[[ Dataset extract open ]]
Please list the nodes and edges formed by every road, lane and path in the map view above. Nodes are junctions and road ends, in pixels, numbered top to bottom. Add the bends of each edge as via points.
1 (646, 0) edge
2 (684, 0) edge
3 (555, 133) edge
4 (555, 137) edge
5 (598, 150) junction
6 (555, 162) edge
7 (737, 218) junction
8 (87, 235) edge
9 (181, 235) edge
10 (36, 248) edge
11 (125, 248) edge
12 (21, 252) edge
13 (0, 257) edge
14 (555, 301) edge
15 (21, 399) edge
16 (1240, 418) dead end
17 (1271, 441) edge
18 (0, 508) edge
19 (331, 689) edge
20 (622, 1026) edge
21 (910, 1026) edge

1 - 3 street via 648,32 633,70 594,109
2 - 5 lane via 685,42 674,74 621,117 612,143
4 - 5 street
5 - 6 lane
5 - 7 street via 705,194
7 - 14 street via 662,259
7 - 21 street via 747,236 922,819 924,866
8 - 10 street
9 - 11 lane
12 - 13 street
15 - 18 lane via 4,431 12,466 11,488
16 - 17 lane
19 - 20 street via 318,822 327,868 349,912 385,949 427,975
[[ Dataset extract closed ]]
[Your assignment]: Each record above needs to be reproduced exactly as written.

[Exercise answer]:
Please list the nodes and edges formed by every road, lane and path in the map view above. Nodes are junctions and road ends, in pixels, numbered top to bottom. Add the bends of each edge as via points.
1 (646, 0) edge
2 (684, 0) edge
3 (555, 133) edge
4 (555, 137) edge
5 (598, 150) junction
6 (555, 162) edge
7 (737, 218) junction
8 (87, 235) edge
9 (181, 235) edge
10 (36, 248) edge
11 (125, 248) edge
12 (21, 252) edge
13 (0, 257) edge
14 (555, 301) edge
15 (21, 399) edge
16 (1240, 418) dead end
17 (1271, 441) edge
18 (0, 508) edge
19 (331, 689) edge
20 (622, 1026) edge
21 (910, 1026) edge

1 - 3 street via 648,32 633,70 594,109
2 - 5 lane via 685,42 674,74 621,117 612,143
4 - 5 street
5 - 6 lane
5 - 7 street via 705,194
7 - 14 street via 662,259
7 - 21 street via 747,236 922,819 924,866
8 - 10 street
9 - 11 lane
12 - 13 street
15 - 18 lane via 4,431 12,466 11,488
16 - 17 lane
19 - 20 street via 318,822 327,868 349,912 385,949 427,975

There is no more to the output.